(Guest Post by Matthew Ladner)
So I was looking at the National Alliance for Public Charter Schools Dashboard on state charter school sectors trying to figure out how the Arizona Charter sector managed to put it all together to rock the 2015 NAEP like a rock star on an epic hotel room thrashing bender. Just as a reminder, Arizona has long been known as a Wild West of charter schooling- liberal authorizing, relatively light-touch state oversight, etc. Just the sort of thing that a central planner hates. In addition, the sector is not generously funded by national standards, pulling in about $8k per student from all sources, and educates a majority-minority student body. Moreover the Credo analysis from a few years ago held its nose at AZ charter results. And yet, the 2015 NAEP comes in and shows AZ charter students scoring like a New England state in all four exams and these results are backed up by the state AZ Merit exam. What gives?
One possible factor- maturation:
Paul Peterson noted years ago that the Credo analysis of charter test scores had not controlled for two potentially important factors- let’s call them shakedown cruise and transfer effects. Like any social enterprise, a school is unlikely to be at peak effectiveness in the early going. In 2005-06 Arizona charter schools in years 1-3 outnumbered those that had been operating for 10 or more years three to one. Let the clock run a bit however and by 2013-14 old timers outnumber newbies by more than two to one. As far as transfer effects go, some brand new schools will have nothing but transfers, whereas established schools will typically be breaking in a new class of their youngest grade covered and some transfers. So we waited things out in Arizona and eventually we were rewarded with results like:
Well AZ charters- you are growns up, you’re growns up and you’re growns up!
Next factor: churn.
The National Alliance for Public Charter Schools notes that between 2010-11 and 2014-15, 215 new charter schools opened. During the 2010-11 to 2013-14 period 96 Arizona charter schools closed. So factoring in life cycle performance, those 215 that opened may have looked pretty meh when Credo checked in on them as youngsters, but perhaps they were just out having an ale with Falstaff and the gang figuring a few things out getting their sea-legs under them as young organizations.
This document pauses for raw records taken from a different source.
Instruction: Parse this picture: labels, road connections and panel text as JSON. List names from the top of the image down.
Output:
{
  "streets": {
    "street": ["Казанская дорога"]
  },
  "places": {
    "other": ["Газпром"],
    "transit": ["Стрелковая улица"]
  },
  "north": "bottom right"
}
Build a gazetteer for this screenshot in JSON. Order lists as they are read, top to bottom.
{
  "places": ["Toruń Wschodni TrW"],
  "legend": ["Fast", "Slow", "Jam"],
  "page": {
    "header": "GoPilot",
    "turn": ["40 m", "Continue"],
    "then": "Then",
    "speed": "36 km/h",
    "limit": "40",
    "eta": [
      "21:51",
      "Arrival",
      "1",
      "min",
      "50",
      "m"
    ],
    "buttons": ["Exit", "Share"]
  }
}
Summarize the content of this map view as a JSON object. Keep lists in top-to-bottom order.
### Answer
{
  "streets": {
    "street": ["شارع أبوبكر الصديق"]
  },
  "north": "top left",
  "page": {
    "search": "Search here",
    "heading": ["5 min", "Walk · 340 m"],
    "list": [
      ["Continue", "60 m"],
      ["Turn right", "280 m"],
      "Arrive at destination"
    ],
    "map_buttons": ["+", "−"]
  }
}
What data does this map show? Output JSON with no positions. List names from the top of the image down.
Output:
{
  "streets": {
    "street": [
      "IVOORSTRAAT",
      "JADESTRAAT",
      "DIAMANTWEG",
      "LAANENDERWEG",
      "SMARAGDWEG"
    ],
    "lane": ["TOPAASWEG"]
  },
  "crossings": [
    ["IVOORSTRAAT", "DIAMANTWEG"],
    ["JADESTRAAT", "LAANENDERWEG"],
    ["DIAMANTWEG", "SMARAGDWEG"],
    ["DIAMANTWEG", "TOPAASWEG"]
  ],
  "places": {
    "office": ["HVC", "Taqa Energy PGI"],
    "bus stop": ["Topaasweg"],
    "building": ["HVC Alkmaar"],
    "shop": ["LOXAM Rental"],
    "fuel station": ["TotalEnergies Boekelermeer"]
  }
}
Let’s assume further that those 96 schools that closed actually were worse than meh on average. Arizona grants 15 year charters, so the oldest of the lot did not start coming up for renewal from the Arizona State Charter School Board until 2010. Charters of course sometimes close due to factors other than state action as well, and academically fantastic schools will be greatly under-represented in this subset. So you open about twice as many schools as you close over the last few years but the ones you open are sorting things out and getting better, while the ones you closed just couldn’t cut it results in:
Florida’s charter sector also rocked the 2015 NAEP. How much did they rock the 2015 NAEP you ask? Well this much:
Hey it’s cute Vermont almost tied Florida charter schools on the reading NAEP, especially since they are 92% Anglo and spend $15,500 per kid. Florida charters btw: 76% minority student body. I’m not going to look up the spending number but it is far less than $15,500. How’s that for closing the achievement gap? If you don’t believe it go and run the numbers for yourself here.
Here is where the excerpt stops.